WHAT TO PRODUCE: Leaving out the pictures, copy each record below exactly.

LISTED RECORDS:

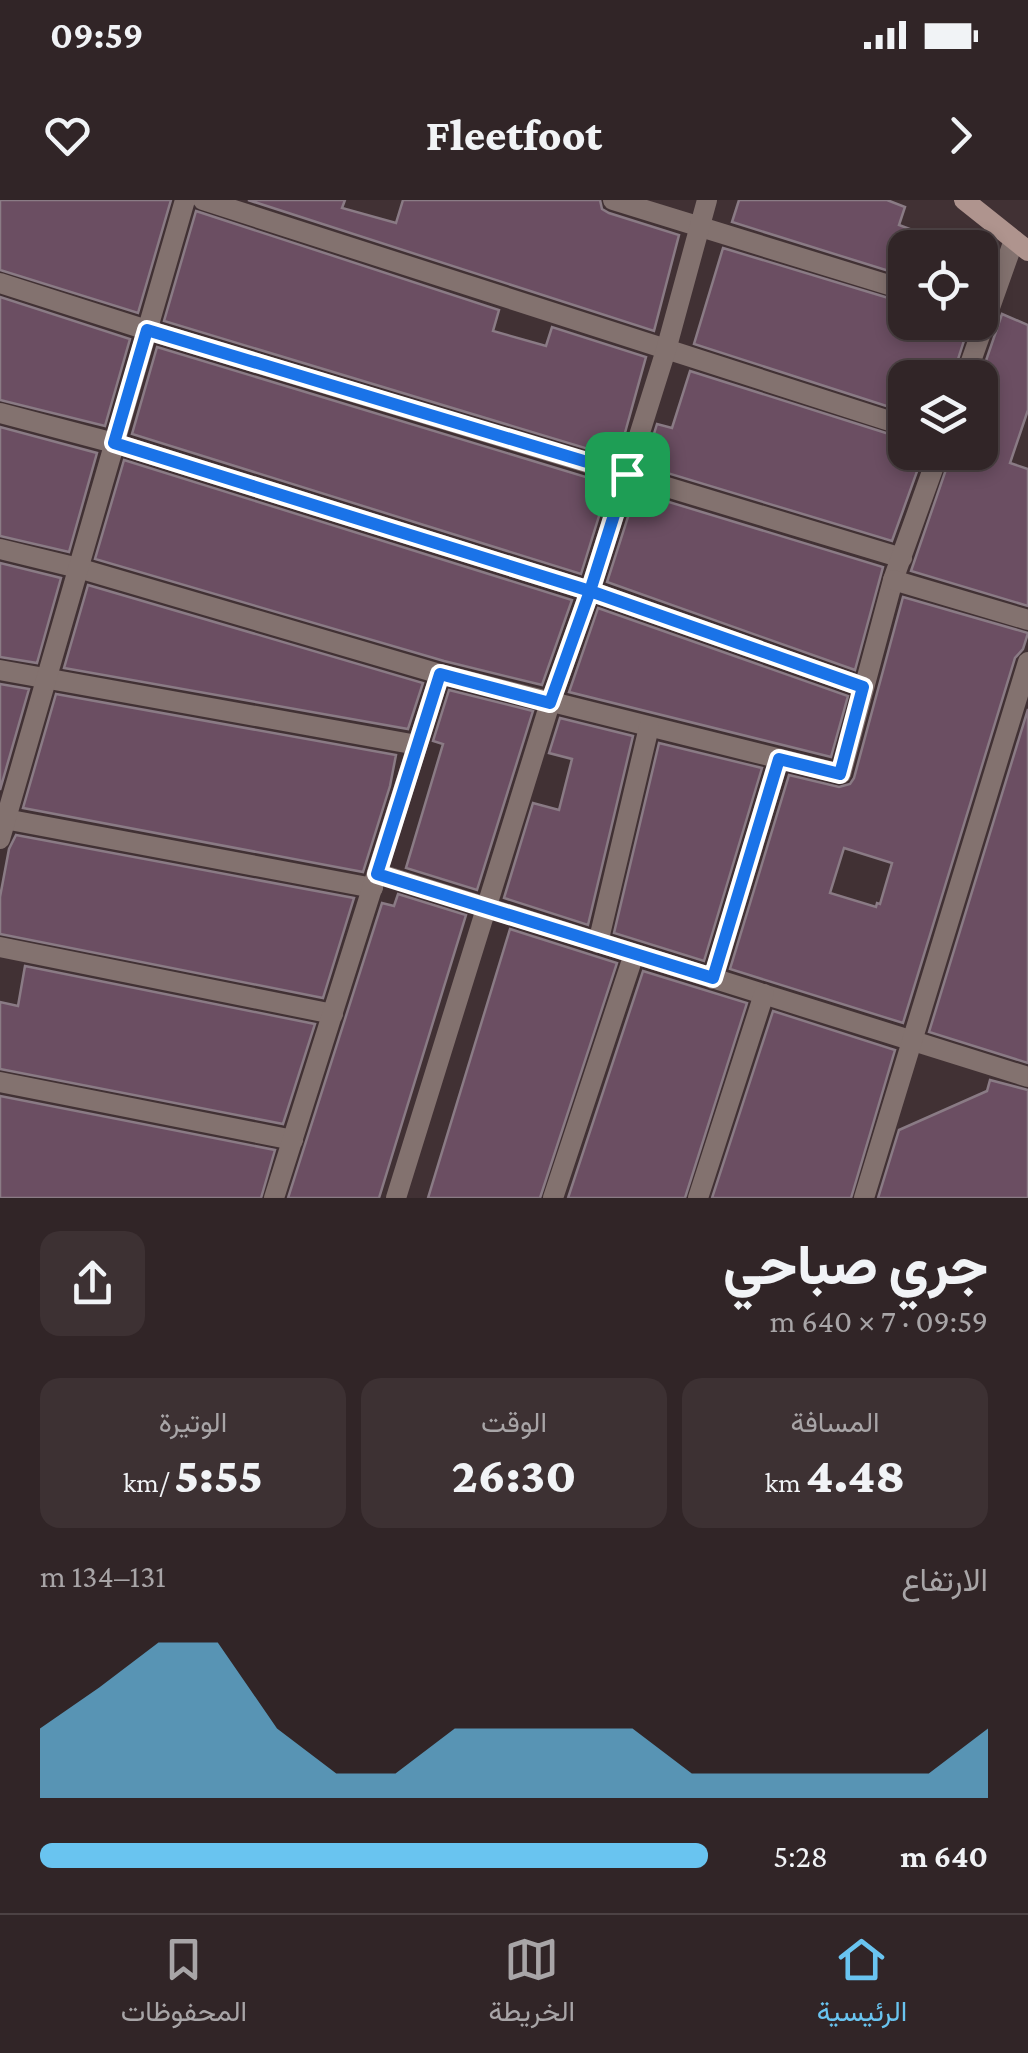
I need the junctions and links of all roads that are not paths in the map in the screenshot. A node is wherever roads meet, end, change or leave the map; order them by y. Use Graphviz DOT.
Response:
graph roads {
  1 [pos="184,200"];
  2 [pos="203,200"];
  3 [pos="613,200"];
  4 [pos="707,200"];
  5 [pos="964,200"];
  6 [pos="699,227"];
  7 [pos="1021,245"];
  8 [pos="0,284"];
  9 [pos="888,285"];
  10 [pos="998,288"];
  11 [pos="147,330"];
  12 [pos="666,350"];
  13 [pos="0,414"];
  14 [pos="888,421"];
  15 [pos="114,443"];
  16 [pos="933,470"];
  17 [pos="627,474"];
  18 [pos="0,549"];
  19 [pos="902,558"];
  20 [pos="78,568"];
  21 [pos="894,580"];
  22 [pos="590,591"];
  23 [pos="1028,620"];
  24 [pos="1028,662"];
  25 [pos="0,670"];
  26 [pos="440,674"];
  27 [pos="46,677"];
  28 [pos="863,687"];
  29 [pos="550,703"];
  30 [pos="649,727"];
  31 [pos="417,745"];
  32 [pos="779,759"];
  33 [pos="2,825"];
  34 [pos="375,880"];
  35 [pos="488,908"];
  36 [pos="598,943"];
  37 [pos="0,947"];
  38 [pos="634,954"];
  39 [pos="713,978"];
  40 [pos="764,994"];
  41 [pos="333,1014"];
  42 [pos="910,1040"];
  43 [pos="1028,1077"];
  44 [pos="0,1082"];
  45 [pos="293,1140"];
  46 [pos="274,1198"];
  47 [pos="396,1198"];
  48 [pos="553,1198"];
  49 [pos="698,1198"];
  50 [pos="864,1198"];
  1 -- 11 [label="street"];
  2 -- 12 [label="street"];
  3 -- 6 [label="street"];
  4 -- 6 [label="street"];
  5 -- 7 [label="main road"];
  6 -- 9 [label="street"];
  6 -- 12 [label="street"];
  7 -- 10 [label="street"];
  8 -- 11 [label="street"];
  11 -- 15 [label="street"];
  11 -- 17 [label="street"];
  12 -- 14 [label="street"];
  12 -- 17 [label="street"];
  13 -- 15 [label="street"];
  15 -- 20 [label="street"];
  15 -- 22 [label="street"];
  16 -- 19 [label="street"];
  17 -- 19 [label="street"];
  17 -- 22 [label="street"];
  18 -- 20 [label="street"];
  19 -- 21 [label="street"];
  20 -- 26 [label="street"];
  20 -- 27 [label="street"];
  21 -- 23 [label="street"];
  21 -- 28 [label="street"];
  22 -- 28 [label="street"];
  22 -- 29 [label="street"];
  24 -- 42 [label="street"];
  25 -- 27 [label="street"];
  26 -- 29 [label="street"];
  26 -- 31 [label="street"];
  27 -- 31 [label="street"];
  27 -- 33 [label="street"];
  28 -- 32 [label="street"];
  29 -- 30 [label="street"];
  29 -- 35 [label="street"];
  30 -- 32 [label="street"];
  30 -- 36 [label="street"];
  31 -- 34 [label="street"];
  32 -- 39 [label="street"];
  33 -- 34 [label="street"];
  34 -- 35 [label="street"];
  34 -- 41 [label="street"];
  35 -- 36 [label="street"];
  35 -- 47 [label="street"];
  36 -- 38 [label="street"];
  37 -- 41 [label="street"];
  38 -- 39 [label="street"];
  38 -- 48 [label="street"];
  39 -- 40 [label="street"];
  40 -- 42 [label="street"];
  40 -- 49 [label="street"];
  41 -- 45 [label="street"];
  42 -- 43 [label="street"];
  42 -- 50 [label="street"];
  44 -- 45 [label="street"];
  45 -- 46 [label="street"];
}
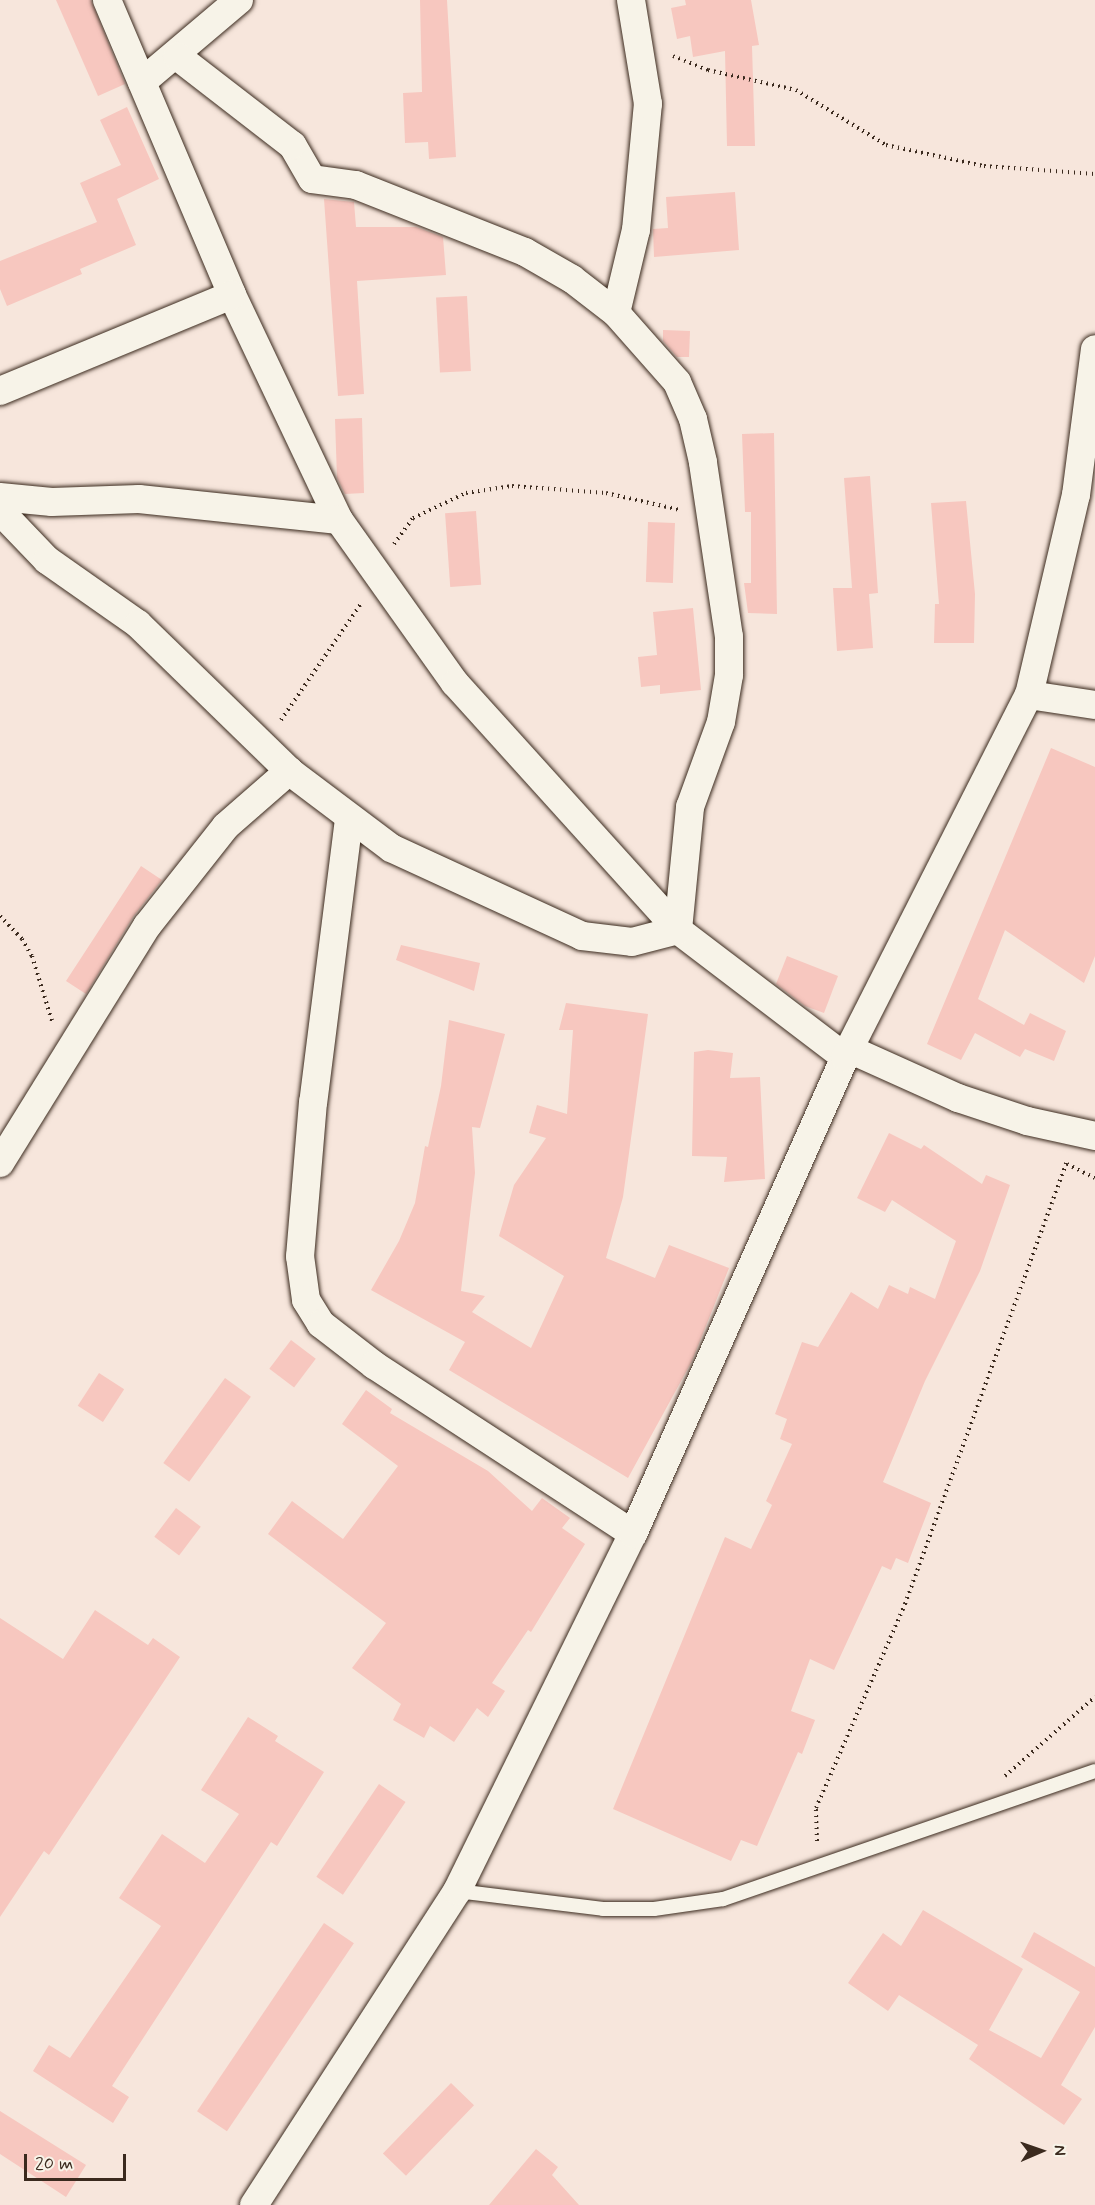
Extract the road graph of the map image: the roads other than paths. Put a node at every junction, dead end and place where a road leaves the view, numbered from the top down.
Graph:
1 (107, 0) edge
2 (239, 0) edge
3 (631, 0) edge
4 (177, 56) junction
5 (142, 82) junction
6 (232, 295) junction
7 (616, 313) junction
8 (1095, 349) edge
9 (0, 391) edge
10 (0, 497) edge
11 (0, 511) edge
12 (339, 520) junction
13 (1029, 695) junction
14 (1095, 705) edge
15 (289, 771) junction
16 (349, 819) junction
17 (678, 930) junction
18 (847, 1053) junction
19 (1086, 1135) edge
20 (0, 1163) edge
21 (633, 1534) junction
22 (1095, 1771) edge
23 (457, 1891) junction
24 (254, 2205) edge

1 - 5 street
2 - 4 street
3 - 7 street
4 - 5 street
4 - 7 street
5 - 6 street
6 - 9 street
6 - 12 street
7 - 17 street
8 - 13 street
10 - 12 street
11 - 15 street
12 - 17 street
13 - 14 street
13 - 18 street
15 - 16 street
15 - 20 street
16 - 17 street
16 - 21 street
17 - 18 street
18 - 19 street
18 - 21 street
21 - 23 street
22 - 23 lane
23 - 24 street

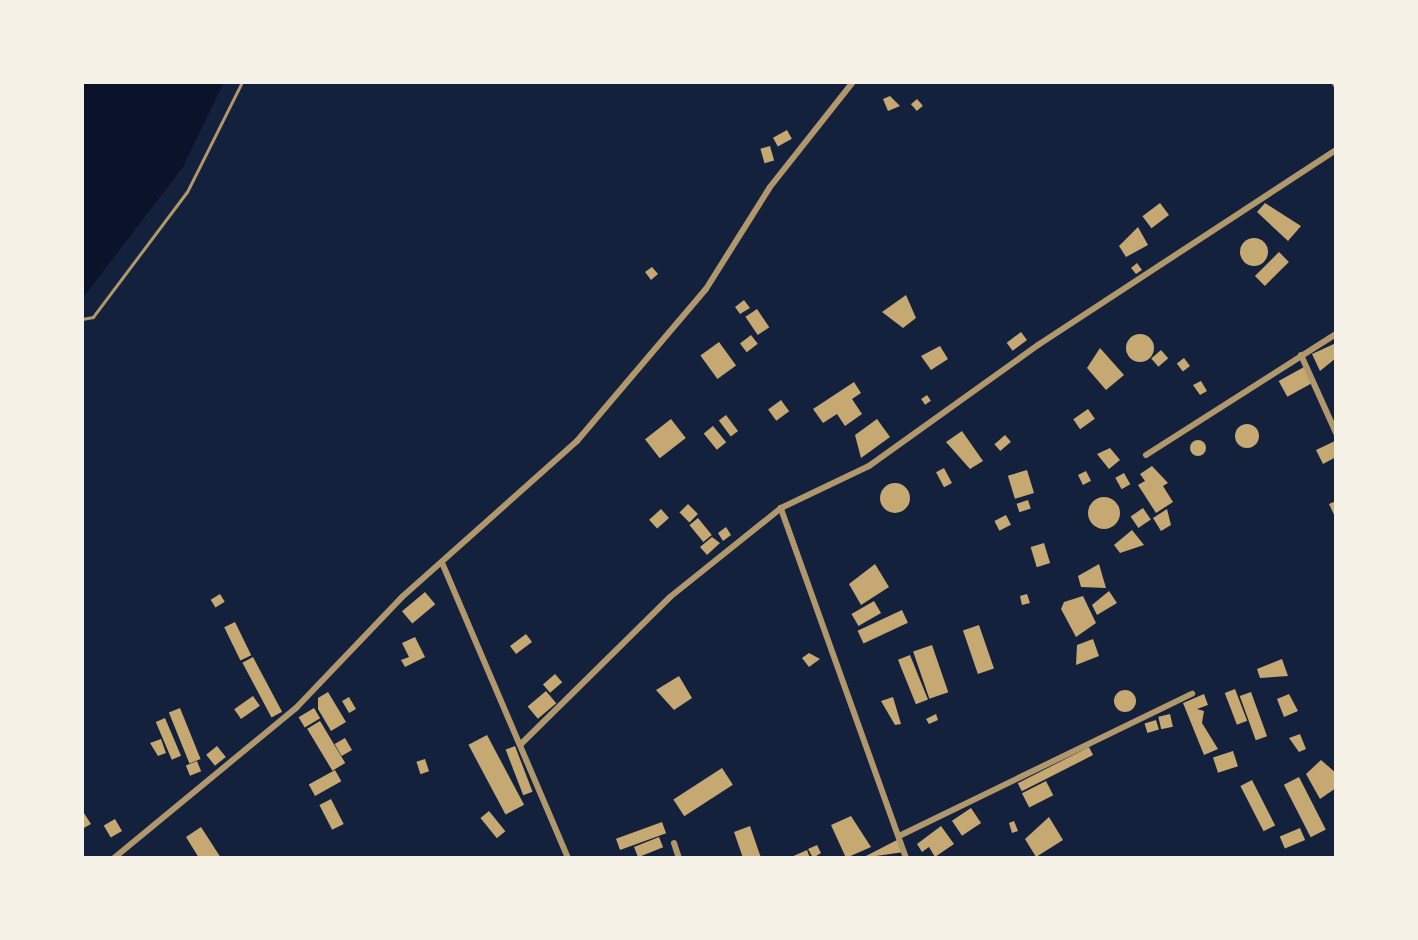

TASK RESPONSE:
I need the junctions and links of all roads that are not paths in the map in the screenshot. A node is wherever roads meet, end, change or leave the map; order them by y. Use Graphviz DOT.
Response:
graph roads {
  1 [pos="184,200"];
  2 [pos="203,200"];
  3 [pos="613,200"];
  4 [pos="707,200"];
  5 [pos="964,200"];
  6 [pos="699,227"];
  7 [pos="1021,245"];
  8 [pos="0,284"];
  9 [pos="888,285"];
  10 [pos="998,288"];
  11 [pos="147,330"];
  12 [pos="666,350"];
  13 [pos="0,414"];
  14 [pos="888,421"];
  15 [pos="114,443"];
  16 [pos="933,470"];
  17 [pos="627,474"];
  18 [pos="0,549"];
  19 [pos="902,558"];
  20 [pos="78,568"];
  21 [pos="894,580"];
  22 [pos="590,591"];
  23 [pos="1028,620"];
  24 [pos="1028,662"];
  25 [pos="0,670"];
  26 [pos="440,674"];
  27 [pos="46,677"];
  28 [pos="863,687"];
  29 [pos="550,703"];
  30 [pos="649,727"];
  31 [pos="417,745"];
  32 [pos="779,759"];
  33 [pos="2,825"];
  34 [pos="375,880"];
  35 [pos="488,908"];
  36 [pos="598,943"];
  37 [pos="0,947"];
  38 [pos="634,954"];
  39 [pos="713,978"];
  40 [pos="764,994"];
  41 [pos="333,1014"];
  42 [pos="910,1040"];
  43 [pos="1028,1077"];
  44 [pos="0,1082"];
  45 [pos="293,1140"];
  46 [pos="274,1198"];
  47 [pos="396,1198"];
  48 [pos="553,1198"];
  49 [pos="698,1198"];
  50 [pos="864,1198"];
  1 -- 11 [label="street"];
  2 -- 12 [label="street"];
  3 -- 6 [label="street"];
  4 -- 6 [label="street"];
  5 -- 7 [label="main road"];
  6 -- 9 [label="street"];
  6 -- 12 [label="street"];
  7 -- 10 [label="street"];
  8 -- 11 [label="street"];
  11 -- 15 [label="street"];
  11 -- 17 [label="street"];
  12 -- 14 [label="street"];
  12 -- 17 [label="street"];
  13 -- 15 [label="street"];
  15 -- 20 [label="street"];
  15 -- 22 [label="street"];
  16 -- 19 [label="street"];
  17 -- 19 [label="street"];
  17 -- 22 [label="street"];
  18 -- 20 [label="street"];
  19 -- 21 [label="street"];
  20 -- 26 [label="street"];
  20 -- 27 [label="street"];
  21 -- 23 [label="street"];
  21 -- 28 [label="street"];
  22 -- 28 [label="street"];
  22 -- 29 [label="street"];
  24 -- 42 [label="street"];
  25 -- 27 [label="street"];
  26 -- 29 [label="street"];
  26 -- 31 [label="street"];
  27 -- 31 [label="street"];
  27 -- 33 [label="street"];
  28 -- 32 [label="street"];
  29 -- 30 [label="street"];
  29 -- 35 [label="street"];
  30 -- 32 [label="street"];
  30 -- 36 [label="street"];
  31 -- 34 [label="street"];
  32 -- 39 [label="street"];
  33 -- 34 [label="street"];
  34 -- 35 [label="street"];
  34 -- 41 [label="street"];
  35 -- 36 [label="street"];
  35 -- 47 [label="street"];
  36 -- 38 [label="street"];
  37 -- 41 [label="street"];
  38 -- 39 [label="street"];
  38 -- 48 [label="street"];
  39 -- 40 [label="street"];
  40 -- 42 [label="street"];
  40 -- 49 [label="street"];
  41 -- 45 [label="street"];
  42 -- 43 [label="street"];
  42 -- 50 [label="street"];
  44 -- 45 [label="street"];
  45 -- 46 [label="street"];
}
Extract the road graph of the map image: the roads other than paths. Put a node at every junction, dead end and place where a road leaves the view, numbered from the top down.
Graph:
1 (107, 0) edge
2 (239, 0) edge
3 (631, 0) edge
4 (177, 56) junction
5 (142, 82) junction
6 (232, 295) junction
7 (616, 313) junction
8 (1095, 349) edge
9 (0, 391) edge
10 (0, 497) edge
11 (0, 511) edge
12 (339, 520) junction
13 (1029, 695) junction
14 (1095, 705) edge
15 (289, 771) junction
16 (349, 819) junction
17 (678, 930) junction
18 (847, 1053) junction
19 (1086, 1135) edge
20 (0, 1163) edge
21 (633, 1534) junction
22 (1095, 1771) edge
23 (457, 1891) junction
24 (254, 2205) edge

1 - 5 street
2 - 4 street
3 - 7 street
4 - 5 street
4 - 7 street
5 - 6 street
6 - 9 street
6 - 12 street
7 - 17 street
8 - 13 street
10 - 12 street
11 - 15 street
12 - 17 street
13 - 14 street
13 - 18 street
15 - 16 street
15 - 20 street
16 - 17 street
16 - 21 street
17 - 18 street
18 - 19 street
18 - 21 street
21 - 23 street
22 - 23 lane
23 - 24 street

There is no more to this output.